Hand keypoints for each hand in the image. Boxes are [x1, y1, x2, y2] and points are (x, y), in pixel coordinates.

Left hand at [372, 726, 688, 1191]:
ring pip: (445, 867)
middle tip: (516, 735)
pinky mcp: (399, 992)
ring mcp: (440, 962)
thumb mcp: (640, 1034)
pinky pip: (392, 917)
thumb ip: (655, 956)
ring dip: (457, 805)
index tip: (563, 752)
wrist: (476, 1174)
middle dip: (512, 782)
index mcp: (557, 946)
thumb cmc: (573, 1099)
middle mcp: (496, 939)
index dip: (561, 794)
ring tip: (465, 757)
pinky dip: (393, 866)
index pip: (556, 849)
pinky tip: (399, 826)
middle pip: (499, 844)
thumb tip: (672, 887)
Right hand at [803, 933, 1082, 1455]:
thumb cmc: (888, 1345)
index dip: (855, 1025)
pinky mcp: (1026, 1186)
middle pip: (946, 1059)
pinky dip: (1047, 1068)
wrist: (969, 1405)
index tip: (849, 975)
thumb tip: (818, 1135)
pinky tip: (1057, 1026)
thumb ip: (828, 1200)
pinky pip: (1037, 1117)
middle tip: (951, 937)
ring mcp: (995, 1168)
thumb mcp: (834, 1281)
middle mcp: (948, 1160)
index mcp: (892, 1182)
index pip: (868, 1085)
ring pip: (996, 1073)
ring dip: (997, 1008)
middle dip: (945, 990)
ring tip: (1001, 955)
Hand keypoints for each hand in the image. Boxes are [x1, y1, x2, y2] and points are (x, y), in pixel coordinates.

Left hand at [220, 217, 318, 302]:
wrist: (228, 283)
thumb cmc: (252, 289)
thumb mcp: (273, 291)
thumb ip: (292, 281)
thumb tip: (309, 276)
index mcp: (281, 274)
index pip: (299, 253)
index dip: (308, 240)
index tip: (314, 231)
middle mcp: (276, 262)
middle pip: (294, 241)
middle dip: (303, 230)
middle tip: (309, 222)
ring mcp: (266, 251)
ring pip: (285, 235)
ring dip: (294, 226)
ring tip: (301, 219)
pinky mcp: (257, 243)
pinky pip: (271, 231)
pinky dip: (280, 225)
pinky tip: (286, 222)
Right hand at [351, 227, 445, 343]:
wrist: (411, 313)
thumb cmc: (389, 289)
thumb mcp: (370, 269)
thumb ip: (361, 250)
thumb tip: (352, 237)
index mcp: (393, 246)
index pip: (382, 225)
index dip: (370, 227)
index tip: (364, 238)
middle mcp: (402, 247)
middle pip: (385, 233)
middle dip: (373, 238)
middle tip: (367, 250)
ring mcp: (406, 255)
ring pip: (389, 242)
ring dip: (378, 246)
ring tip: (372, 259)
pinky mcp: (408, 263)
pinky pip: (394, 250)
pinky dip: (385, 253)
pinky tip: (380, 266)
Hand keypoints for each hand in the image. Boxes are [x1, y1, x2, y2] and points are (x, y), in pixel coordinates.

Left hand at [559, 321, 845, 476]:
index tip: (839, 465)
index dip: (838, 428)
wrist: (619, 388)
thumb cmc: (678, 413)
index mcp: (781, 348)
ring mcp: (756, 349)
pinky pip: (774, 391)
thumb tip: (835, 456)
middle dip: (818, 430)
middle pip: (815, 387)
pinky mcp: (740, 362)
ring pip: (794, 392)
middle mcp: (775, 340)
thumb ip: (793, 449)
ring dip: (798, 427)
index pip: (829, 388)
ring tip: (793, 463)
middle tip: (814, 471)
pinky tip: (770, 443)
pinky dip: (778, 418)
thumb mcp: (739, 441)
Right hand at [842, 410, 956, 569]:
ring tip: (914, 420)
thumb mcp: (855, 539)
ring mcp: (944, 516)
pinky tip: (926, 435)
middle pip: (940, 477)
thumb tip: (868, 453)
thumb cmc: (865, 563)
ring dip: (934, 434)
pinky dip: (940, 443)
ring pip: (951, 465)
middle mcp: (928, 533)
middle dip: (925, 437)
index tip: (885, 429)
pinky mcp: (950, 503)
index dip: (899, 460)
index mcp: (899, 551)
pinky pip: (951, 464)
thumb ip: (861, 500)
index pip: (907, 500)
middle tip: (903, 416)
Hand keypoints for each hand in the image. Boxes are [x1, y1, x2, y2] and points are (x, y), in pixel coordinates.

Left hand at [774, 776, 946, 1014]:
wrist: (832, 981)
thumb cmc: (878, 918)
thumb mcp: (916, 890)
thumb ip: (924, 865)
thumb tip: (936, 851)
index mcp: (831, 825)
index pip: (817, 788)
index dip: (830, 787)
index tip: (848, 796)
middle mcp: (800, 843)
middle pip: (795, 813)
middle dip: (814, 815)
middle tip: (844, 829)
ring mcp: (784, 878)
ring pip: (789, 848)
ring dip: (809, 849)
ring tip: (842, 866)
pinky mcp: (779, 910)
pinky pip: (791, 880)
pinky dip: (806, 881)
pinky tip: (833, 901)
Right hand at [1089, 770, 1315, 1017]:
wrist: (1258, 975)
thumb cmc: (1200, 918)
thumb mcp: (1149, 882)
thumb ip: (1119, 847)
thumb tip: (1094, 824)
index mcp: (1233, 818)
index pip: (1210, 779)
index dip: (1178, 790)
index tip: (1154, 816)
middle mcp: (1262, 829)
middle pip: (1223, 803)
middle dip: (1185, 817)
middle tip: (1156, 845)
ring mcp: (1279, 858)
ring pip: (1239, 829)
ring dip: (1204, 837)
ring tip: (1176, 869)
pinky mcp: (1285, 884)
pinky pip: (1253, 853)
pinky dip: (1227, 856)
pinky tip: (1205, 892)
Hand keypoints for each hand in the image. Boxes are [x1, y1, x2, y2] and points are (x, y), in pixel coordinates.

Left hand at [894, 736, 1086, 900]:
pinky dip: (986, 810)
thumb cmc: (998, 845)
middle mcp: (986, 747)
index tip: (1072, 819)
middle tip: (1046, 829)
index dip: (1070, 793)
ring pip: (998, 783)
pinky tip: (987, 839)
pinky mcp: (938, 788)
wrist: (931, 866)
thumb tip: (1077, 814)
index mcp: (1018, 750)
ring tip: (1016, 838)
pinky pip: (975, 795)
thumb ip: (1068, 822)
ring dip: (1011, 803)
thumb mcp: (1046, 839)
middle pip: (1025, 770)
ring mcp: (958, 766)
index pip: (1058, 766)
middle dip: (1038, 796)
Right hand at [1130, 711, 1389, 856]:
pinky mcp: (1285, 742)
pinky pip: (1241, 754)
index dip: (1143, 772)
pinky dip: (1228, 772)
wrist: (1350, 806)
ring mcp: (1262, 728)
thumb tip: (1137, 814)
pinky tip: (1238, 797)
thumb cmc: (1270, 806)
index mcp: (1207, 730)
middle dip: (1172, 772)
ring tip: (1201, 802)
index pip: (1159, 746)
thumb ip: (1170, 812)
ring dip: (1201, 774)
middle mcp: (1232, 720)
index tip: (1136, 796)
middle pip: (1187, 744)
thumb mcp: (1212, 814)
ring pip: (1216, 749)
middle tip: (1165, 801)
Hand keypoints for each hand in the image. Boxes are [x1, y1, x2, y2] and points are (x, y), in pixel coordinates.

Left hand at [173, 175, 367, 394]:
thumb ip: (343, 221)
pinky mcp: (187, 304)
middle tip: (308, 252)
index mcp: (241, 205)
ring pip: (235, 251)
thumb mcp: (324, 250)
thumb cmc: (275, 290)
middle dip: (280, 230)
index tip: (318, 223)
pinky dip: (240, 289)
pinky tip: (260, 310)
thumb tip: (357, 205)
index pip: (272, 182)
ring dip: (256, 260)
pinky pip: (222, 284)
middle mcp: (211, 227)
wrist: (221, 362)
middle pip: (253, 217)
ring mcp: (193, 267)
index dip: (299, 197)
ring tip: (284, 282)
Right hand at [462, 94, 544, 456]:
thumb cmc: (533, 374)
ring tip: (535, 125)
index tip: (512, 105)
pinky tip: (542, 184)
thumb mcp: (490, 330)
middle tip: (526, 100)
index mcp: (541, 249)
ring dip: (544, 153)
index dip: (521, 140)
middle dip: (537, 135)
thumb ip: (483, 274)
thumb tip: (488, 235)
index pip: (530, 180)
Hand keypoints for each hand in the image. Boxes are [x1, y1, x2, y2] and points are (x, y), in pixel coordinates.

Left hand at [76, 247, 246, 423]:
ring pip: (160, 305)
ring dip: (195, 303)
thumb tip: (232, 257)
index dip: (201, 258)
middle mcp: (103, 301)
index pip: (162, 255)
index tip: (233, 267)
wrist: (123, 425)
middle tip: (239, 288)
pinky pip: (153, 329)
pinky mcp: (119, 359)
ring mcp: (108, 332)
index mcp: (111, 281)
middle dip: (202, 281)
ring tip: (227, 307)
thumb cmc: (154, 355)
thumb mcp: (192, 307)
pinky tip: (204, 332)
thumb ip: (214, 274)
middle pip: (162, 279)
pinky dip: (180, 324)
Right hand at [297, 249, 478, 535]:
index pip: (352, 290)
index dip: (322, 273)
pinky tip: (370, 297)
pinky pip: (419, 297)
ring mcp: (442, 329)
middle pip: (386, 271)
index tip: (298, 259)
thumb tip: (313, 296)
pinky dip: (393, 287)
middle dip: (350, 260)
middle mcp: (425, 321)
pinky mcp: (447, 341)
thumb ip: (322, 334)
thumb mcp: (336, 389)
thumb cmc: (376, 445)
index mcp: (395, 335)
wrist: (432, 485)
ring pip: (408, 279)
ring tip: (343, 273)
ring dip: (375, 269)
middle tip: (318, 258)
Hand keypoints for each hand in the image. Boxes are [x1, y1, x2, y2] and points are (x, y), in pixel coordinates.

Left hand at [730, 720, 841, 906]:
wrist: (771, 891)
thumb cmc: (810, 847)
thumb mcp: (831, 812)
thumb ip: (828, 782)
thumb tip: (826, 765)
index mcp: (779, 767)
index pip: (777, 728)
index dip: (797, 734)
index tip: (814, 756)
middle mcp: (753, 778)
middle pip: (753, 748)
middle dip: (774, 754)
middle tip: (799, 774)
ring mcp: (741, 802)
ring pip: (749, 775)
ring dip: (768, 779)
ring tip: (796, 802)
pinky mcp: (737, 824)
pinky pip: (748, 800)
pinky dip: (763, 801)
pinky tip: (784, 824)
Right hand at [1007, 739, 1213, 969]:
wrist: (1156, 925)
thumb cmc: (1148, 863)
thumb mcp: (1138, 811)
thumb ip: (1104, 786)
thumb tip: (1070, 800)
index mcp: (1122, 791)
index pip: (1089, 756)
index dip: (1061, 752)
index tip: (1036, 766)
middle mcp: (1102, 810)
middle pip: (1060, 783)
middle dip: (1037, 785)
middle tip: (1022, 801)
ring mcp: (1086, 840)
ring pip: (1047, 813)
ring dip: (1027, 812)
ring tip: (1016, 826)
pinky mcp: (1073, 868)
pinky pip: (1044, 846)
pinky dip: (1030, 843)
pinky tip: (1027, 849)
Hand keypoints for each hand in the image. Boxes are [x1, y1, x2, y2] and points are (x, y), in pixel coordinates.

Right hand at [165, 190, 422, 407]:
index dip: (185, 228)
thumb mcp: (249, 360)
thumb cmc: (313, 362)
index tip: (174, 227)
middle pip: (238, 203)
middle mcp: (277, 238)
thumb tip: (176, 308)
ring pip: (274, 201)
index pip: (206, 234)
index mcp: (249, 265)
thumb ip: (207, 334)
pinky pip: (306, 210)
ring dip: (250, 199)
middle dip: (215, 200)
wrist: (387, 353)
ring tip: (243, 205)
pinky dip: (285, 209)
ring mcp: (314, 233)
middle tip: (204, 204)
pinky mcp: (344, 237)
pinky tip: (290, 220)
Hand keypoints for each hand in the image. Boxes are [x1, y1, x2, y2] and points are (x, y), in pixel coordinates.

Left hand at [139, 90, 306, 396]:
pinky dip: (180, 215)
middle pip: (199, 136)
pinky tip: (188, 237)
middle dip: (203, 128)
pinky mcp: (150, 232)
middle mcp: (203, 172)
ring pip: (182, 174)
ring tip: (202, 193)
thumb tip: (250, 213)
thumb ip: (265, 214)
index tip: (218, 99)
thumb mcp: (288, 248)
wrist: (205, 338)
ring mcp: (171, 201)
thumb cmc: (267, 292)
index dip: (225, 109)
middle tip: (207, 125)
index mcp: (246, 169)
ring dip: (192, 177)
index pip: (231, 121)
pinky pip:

= = = = =

● Instructions to follow
An exact, complete copy of the lines above from the one with "index mcp: (1207, 730)" through the one with "thumb tip: (488, 235)" is the whole answer.

● The completed task
index mcp: (1207, 730)
middle dip: (1172, 772)
ring tip: (1201, 802)
index pip: (1159, 746)
thumb ip: (1170, 812)
ring dip: (1201, 774)
middle mcp: (1232, 720)
index tip: (1136, 796)
middle pip: (1187, 744)
thumb mcp: (1212, 814)
ring pip: (1216, 749)
middle tip: (1165, 801)
Hand keypoints for each hand in the image. Boxes are [x1, y1, x2, y2] and points are (x, y), in pixel coordinates.

Left hand at [173, 175, 367, 394]:
thumb ip: (343, 221)
pinky mcp: (187, 304)
middle tip: (308, 252)
index mcp: (241, 205)
ring pip: (235, 251)
thumb mcp: (324, 250)
thumb cmc: (275, 290)
middle dip: (280, 230)
index tip: (318, 223)
pinky dip: (240, 289)
pinky tip: (260, 310)
thumb tip: (357, 205)
index pip: (272, 182)
ring dip: (256, 260)
pinky pip: (222, 284)
middle mcp: (211, 227)
wrist: (221, 362)
middle pip: (253, 217)
ring mcp: (193, 267)
index dip: (299, 197)
ring tip: (284, 282)
Right hand at [462, 94, 544, 456]:
thumb cmc: (533, 374)
ring tip: (535, 125)
index tip: (512, 105)
pinky tip: (542, 184)
thumb mcp: (490, 330)
middle tip: (526, 100)
index mcp: (541, 249)
ring dip: (544, 153)
index dip: (521, 140)
middle dip: (537, 135)
thumb ip: (483, 274)
thumb tip: (488, 235)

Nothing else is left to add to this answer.